The Difficult Pieces

The most difficult thing to deal with in Titanium is when a particular feature I want to use is well-supported on the iPhone, but causes immediate crashes in Android, with no warning from the compiler that the feature I am trying to use is not supported on the Android platform. This has lead to quite a bit more time-consuming “try it and see if it works” type development than I had originally bargained for — and the Android emulator isn’t exactly quick to re-compile and re-launch an app after making changes.

These developer headaches have not gone unheard through – Appcelerator just released Titanium Mobile SDK 1.5.0, which focused on full Android support. I upgraded and re-compiled a few of my apps to the new SDK, and most of the issues have been smoothed out. I have even been able to use code I had previously removed and have it work flawlessly now, so kudos to the Appcelerator Android team on their hard work. They are obviously committed to the platform and making it the best they can for developers that work on it.

The Finished Product

The app I made ended up being fairly simple – It’s an automotive app for Autoridge and the goal is to view vehicle photos by vehicle year/make/model, and view part numbers by category. It doubles as a simplistic vehicle database. The goal is to provide select part information for common replacement parts for your vehicle when you need to buy a part, but the part catalog is missing or your vehicle is not represented.

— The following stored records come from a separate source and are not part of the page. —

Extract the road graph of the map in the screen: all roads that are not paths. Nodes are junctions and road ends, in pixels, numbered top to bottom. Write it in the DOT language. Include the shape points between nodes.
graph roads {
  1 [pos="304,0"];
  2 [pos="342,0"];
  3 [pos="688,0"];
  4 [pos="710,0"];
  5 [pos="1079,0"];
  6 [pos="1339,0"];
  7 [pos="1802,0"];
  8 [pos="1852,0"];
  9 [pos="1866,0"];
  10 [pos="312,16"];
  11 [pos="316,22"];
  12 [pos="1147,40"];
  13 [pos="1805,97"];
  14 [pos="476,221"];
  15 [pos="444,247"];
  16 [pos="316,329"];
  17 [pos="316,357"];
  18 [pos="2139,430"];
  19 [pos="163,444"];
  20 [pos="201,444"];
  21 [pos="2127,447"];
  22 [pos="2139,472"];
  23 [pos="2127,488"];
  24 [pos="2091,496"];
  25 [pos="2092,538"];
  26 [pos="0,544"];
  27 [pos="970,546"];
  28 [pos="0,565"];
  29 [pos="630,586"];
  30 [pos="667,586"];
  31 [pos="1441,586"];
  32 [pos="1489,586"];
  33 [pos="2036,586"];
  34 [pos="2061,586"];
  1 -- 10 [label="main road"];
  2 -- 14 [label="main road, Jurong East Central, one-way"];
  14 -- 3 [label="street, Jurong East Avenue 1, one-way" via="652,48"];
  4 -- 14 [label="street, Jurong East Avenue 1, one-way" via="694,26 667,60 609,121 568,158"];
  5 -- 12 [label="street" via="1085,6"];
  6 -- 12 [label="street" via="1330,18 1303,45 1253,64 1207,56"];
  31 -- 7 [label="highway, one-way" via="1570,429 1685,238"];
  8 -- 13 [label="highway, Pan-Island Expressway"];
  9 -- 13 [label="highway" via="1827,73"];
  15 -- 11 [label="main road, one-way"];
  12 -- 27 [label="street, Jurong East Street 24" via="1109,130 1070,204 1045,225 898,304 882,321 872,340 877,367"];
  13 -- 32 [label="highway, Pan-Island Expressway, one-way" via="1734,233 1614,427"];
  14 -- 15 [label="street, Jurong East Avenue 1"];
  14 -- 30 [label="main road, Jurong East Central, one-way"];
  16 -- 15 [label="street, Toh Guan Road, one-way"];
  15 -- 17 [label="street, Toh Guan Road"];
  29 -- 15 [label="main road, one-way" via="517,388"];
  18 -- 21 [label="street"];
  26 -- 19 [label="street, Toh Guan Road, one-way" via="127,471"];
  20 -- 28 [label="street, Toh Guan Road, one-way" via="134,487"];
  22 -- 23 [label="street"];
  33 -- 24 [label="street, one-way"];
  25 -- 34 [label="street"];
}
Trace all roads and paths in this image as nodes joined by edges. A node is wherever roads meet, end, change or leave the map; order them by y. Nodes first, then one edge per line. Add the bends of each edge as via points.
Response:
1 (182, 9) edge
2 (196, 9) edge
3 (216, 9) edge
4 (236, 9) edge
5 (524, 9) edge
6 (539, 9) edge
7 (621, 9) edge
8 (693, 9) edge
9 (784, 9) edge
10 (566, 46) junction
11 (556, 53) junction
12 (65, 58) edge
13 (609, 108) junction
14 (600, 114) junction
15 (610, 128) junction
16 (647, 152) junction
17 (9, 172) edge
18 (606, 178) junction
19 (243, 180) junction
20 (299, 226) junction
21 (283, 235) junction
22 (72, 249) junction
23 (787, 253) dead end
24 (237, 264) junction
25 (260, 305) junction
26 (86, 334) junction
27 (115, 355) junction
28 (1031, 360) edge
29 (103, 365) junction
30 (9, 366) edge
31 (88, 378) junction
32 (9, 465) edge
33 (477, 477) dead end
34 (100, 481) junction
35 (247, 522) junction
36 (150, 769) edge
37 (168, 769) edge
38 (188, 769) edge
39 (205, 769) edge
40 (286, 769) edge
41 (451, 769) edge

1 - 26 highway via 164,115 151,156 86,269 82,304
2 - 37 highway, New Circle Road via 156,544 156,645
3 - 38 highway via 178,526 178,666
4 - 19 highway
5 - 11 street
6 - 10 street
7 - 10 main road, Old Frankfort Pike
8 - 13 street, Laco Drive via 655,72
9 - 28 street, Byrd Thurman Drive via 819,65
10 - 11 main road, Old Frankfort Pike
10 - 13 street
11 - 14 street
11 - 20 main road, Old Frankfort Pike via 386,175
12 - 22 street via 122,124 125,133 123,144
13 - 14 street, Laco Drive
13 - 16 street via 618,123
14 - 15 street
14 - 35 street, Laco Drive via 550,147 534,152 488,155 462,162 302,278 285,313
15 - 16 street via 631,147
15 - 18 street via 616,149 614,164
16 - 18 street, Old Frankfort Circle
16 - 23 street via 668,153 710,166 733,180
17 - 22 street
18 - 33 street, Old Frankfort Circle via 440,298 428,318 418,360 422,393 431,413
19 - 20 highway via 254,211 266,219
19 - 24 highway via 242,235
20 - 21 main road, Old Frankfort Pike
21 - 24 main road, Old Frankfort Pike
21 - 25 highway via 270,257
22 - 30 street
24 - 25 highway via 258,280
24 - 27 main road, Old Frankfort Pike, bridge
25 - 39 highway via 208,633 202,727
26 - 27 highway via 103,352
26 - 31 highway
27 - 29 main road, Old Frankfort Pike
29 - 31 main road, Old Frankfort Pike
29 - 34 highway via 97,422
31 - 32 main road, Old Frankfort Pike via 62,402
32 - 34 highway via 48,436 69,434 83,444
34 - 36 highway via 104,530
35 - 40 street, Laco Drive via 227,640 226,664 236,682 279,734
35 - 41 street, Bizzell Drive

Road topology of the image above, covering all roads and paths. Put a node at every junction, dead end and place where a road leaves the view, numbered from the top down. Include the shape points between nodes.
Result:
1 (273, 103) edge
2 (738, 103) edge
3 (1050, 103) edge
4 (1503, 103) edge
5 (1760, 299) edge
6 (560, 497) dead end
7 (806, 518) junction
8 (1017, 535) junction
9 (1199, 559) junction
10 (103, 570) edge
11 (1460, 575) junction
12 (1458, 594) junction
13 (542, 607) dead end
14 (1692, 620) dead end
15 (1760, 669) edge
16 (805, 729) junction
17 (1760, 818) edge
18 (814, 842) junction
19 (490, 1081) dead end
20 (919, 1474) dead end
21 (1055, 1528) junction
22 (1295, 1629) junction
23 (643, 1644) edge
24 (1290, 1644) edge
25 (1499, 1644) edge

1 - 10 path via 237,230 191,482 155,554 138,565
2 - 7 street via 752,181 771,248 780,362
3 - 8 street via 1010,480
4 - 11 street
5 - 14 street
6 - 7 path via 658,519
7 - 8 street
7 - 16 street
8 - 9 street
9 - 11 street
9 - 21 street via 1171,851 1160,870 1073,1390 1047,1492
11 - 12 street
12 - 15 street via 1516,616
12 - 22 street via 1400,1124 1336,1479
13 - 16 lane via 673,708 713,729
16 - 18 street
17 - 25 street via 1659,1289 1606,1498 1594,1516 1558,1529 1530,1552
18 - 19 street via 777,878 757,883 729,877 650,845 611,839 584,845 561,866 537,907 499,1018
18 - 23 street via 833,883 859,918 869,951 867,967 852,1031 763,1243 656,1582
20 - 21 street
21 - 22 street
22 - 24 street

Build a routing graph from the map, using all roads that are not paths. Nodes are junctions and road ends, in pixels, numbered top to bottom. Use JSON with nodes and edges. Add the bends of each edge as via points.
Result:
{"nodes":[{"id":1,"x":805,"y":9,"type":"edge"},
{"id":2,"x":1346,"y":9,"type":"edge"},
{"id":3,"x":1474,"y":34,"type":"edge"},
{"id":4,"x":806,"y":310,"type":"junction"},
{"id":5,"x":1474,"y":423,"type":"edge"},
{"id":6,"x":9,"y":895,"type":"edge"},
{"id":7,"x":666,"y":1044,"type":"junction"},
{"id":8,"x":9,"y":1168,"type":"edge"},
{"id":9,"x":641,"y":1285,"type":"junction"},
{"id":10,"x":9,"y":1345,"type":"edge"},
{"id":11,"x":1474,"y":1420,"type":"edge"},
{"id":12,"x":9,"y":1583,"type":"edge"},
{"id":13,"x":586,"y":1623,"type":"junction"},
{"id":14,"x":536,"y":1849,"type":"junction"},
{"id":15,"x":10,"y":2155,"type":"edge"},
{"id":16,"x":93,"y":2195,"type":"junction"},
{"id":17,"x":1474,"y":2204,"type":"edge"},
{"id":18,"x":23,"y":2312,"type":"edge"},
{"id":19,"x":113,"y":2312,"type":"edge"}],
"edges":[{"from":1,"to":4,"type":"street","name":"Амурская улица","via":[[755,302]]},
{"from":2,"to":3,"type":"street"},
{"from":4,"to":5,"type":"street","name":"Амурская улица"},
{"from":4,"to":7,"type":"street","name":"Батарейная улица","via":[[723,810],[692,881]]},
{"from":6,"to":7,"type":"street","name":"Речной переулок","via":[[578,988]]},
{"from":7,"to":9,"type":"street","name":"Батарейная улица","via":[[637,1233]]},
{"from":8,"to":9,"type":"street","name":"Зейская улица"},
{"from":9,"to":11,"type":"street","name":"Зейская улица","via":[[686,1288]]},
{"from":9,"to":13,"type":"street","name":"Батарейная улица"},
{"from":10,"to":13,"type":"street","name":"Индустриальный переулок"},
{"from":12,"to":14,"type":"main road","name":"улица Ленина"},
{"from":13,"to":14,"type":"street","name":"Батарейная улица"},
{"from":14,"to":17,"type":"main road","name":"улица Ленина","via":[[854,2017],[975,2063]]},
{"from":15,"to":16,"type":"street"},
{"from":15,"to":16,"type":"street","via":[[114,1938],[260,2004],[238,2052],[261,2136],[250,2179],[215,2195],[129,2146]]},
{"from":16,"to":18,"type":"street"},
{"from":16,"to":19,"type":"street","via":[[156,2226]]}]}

From a technical standpoint it’s pretty simple as well – It communicates with a JSON REST API and just displays the results on-screen in a native table view, with little special styling and no animations. The photo gallery was the most difficult and time-consuming piece of the whole app, and the 1.5 SDK release provided much better support for it on Android (even built-in swipe gestures for photo transitions!).

Autoridge Lite for the iPhone Autoridge Lite for the Android

Summary

Overall, I have grown pretty fond of Appcelerator’s Titanium platform. It allows me to create iOS and Android apps quickly and without having to learn any new programming languages – a feat I had previously thought was out of my reach. The platform is in a noticeably beta-like status (currently at Mobile SDK v1.5.1 at the time of writing) with frequent updates and even some truly frustrating compatibility-breaking changes and inexplicably missing functionality. If you’re willing to stick with Titanium through the rough spots, you will be able to outpace native developers both in terms of line-for-line productivity and to-market speed for simple most apps, and will be able to compile them for both iOS and Android platforms as an added bonus.